ACTIVITY
Keep to the lines from the one with "Left hand at" through the end of the data, and write them out exactly.

[Collection entries]
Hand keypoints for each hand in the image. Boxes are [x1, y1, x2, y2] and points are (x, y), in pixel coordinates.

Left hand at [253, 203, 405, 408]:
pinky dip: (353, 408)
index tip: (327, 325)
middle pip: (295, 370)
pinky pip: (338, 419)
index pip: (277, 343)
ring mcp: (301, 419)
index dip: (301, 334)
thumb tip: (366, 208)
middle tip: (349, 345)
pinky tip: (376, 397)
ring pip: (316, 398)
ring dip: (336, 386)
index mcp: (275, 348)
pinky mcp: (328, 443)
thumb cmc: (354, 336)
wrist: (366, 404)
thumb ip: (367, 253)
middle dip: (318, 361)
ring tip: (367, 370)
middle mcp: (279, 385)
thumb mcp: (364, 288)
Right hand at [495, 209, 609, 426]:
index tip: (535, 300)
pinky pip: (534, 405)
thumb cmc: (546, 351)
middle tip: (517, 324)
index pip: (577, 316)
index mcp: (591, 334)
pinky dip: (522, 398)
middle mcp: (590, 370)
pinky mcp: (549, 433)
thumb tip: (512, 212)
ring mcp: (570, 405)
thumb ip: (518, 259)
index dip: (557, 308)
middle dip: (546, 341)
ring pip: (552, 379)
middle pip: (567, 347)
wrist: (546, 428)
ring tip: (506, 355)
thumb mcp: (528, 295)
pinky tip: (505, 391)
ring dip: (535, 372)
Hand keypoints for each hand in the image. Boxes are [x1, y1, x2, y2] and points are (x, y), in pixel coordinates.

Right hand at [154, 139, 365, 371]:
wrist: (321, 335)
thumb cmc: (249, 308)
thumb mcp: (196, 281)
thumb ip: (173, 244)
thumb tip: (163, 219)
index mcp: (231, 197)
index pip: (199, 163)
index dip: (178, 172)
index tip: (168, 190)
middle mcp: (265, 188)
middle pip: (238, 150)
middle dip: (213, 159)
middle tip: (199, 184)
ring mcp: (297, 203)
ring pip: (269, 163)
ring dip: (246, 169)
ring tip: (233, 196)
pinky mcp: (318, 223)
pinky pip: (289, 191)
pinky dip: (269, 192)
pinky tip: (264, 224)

OUTPUT
Left hand at [253, 203, 405, 408]:
pinky dip: (353, 408)
index tip: (327, 325)
middle pip: (295, 370)
pinky pip: (338, 419)
index pip: (277, 343)
ring mcp: (301, 419)
index dip: (301, 334)
thumb tip: (366, 208)
middle tip: (349, 345)
pinky tip: (376, 397)
ring pip: (316, 398)
ring dip: (336, 386)
index mcp: (275, 348)
pinky mcp: (328, 443)
thumb cmc: (354, 336)
wrist: (366, 404)
thumb ip: (367, 253)
middle dip: (318, 361)
ring tip: (367, 370)
middle mcp: (279, 385)
thumb mcp: (364, 288)
Right hand at [495, 209, 609, 426]:
index tip: (535, 300)
pinky pip: (534, 405)
thumb cmc: (546, 351)
middle tip: (517, 324)
index pip: (577, 316)
index mcp: (591, 334)
pinky dip: (522, 398)
middle mcp: (590, 370)
pinky mcp: (549, 433)
thumb tip: (512, 212)
ring mcp: (570, 405)
thumb ip: (518, 259)
index dip: (557, 308)
middle dip: (546, 341)
ring pip: (552, 379)
middle pip: (567, 347)
wrist: (546, 428)
ring tip: (506, 355)
thumb mcp: (528, 295)
pinky tip: (505, 391)
ring dip: (535, 372)
Hand keypoints for each hand in the image. Boxes are [x1, y1, x2, y2] and points are (x, y), in pixel coordinates.

Right hand at [154, 139, 365, 371]:
wrist: (321, 335)
thumb cmc: (249, 308)
thumb mcp: (196, 281)
thumb ip: (173, 244)
thumb tip: (163, 219)
index mcp: (231, 197)
index pip: (199, 163)
index dip: (178, 172)
index tip: (168, 190)
middle mcp: (265, 188)
middle pip: (238, 150)
middle dip: (213, 159)
middle tip: (199, 184)
ring mcp: (297, 203)
ring pip: (269, 163)
ring dip: (246, 169)
ring tip: (233, 196)
pinky mcp: (318, 223)
pinky pip: (289, 191)
pinky dip: (269, 192)
pinky tip: (264, 224)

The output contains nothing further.